Project description:OBJECTIVE:To determine patient experience and perception following a diagnosis of non-muscle-invasive bladder cancer (NMIBC). PATIENT AND METHODS:Patients were part of a prospective multicentre observational study recruiting patients with NMIBC for a urine biomarker study (DETECT II; ClinicalTrials.gov: NCT02781428). A mixed-methods approach comprising: (i) the Brief Illness Perception Questionnaire (Brief-IPQ) and (ii) semi-structured interviews to explore patients' experience of having haematuria, and initial and subsequent experience with a NMIBC diagnosis. Both assessments were completed at 6 months after NMIBC diagnosis. RESULTS:A total of 213 patients completed the Brief-IPQ. Patients felt that they had minimal symptoms (median [interquartile range, IQR] score 2 [0-5]) and were not particularly affected emotionally (median [IQR] score 3 [1-6]) with a minimal effect to their daily life (median [IQR] score 2 [0-5]). However, they remained concerned about their cancer diagnosis (median [IQR] score 5 [3-8]) and felt that they had no personal control over the cancer (median [IQR] score 2 [2-5]) and believed that their illness would affect them for some time (median [IQR] score 6 [3-10]).

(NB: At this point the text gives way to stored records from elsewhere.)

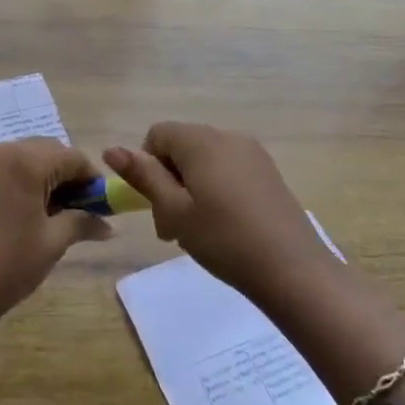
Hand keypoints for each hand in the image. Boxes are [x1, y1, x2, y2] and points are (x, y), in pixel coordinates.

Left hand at [0, 138, 110, 325]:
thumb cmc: (8, 265)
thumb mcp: (53, 242)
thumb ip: (83, 223)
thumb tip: (109, 225)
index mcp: (25, 161)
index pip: (71, 157)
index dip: (91, 179)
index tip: (100, 204)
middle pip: (44, 151)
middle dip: (64, 175)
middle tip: (76, 209)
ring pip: (17, 158)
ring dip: (37, 177)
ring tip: (45, 213)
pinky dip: (11, 182)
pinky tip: (14, 213)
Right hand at [104, 122, 329, 306]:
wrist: (293, 270)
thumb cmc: (224, 239)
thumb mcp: (174, 211)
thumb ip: (143, 176)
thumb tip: (111, 149)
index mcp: (201, 141)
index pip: (157, 134)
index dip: (147, 166)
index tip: (155, 204)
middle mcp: (227, 136)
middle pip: (181, 146)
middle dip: (168, 180)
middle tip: (171, 227)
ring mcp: (253, 154)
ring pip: (204, 160)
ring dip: (190, 188)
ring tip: (197, 230)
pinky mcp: (268, 173)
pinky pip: (228, 170)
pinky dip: (215, 190)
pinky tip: (224, 226)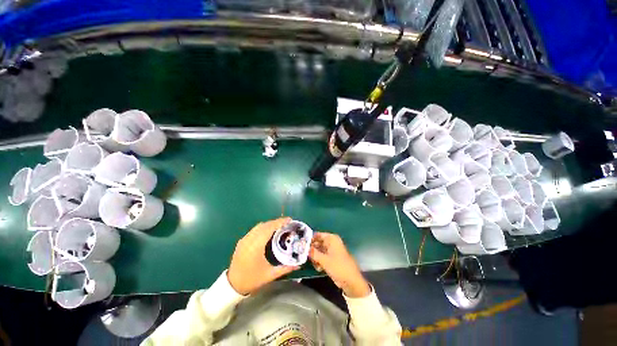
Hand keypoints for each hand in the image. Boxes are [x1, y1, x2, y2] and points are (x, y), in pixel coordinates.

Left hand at [228, 217, 298, 294]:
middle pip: (265, 225)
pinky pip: (254, 230)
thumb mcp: (270, 275)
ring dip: (270, 224)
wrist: (232, 285)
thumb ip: (285, 268)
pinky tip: (268, 232)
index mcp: (256, 246)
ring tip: (279, 226)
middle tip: (287, 223)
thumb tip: (299, 264)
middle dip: (276, 222)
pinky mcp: (242, 241)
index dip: (280, 222)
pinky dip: (263, 227)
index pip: (269, 228)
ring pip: (259, 226)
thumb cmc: (252, 280)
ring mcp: (244, 239)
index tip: (289, 220)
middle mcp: (249, 239)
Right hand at [309, 232, 370, 297]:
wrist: (351, 281)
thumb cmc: (338, 267)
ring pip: (318, 251)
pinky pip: (321, 257)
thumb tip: (303, 247)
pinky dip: (319, 262)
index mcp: (332, 238)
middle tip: (305, 257)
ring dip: (315, 258)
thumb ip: (312, 253)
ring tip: (316, 265)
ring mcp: (331, 250)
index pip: (317, 235)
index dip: (309, 239)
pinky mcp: (331, 258)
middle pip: (317, 243)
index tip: (301, 245)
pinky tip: (319, 268)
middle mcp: (331, 242)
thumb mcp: (324, 260)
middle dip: (312, 250)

A significant association with a lower personal control of the disease (P < 0.05) and a poorer understanding of the management of NMIBC (P < 0.05) was seen in patients aged >70 years. Many patients were uncertain about the cause of bladder cancer. Qualitative analysis found that at initial presentation of haematuria, most patients were not aware of the risk of bladder cancer. Patients were most anxious and psychologically affected between the interval of cystoscopy diagnosis and transurethral resection of bladder tumour (TURBT). Following TURBT, most patients were positive about their cancer prognosis. CONCLUSION:Patients with NMIBC have a poor perception of disease control and believe that their disease will continue over a prolonged period of time. This is particularly more pertinent in the elderly. Patients are most psychologically affected during the interval between cancer diagnosis following cystoscopy and TURBT. Health awareness about bladder cancer remained poor with a significant number of patients unaware of the causes of bladder cancer. Psychological support and prompt TURBT following bladder cancer diagnosis would help improve the mental health of patients with NMIBC.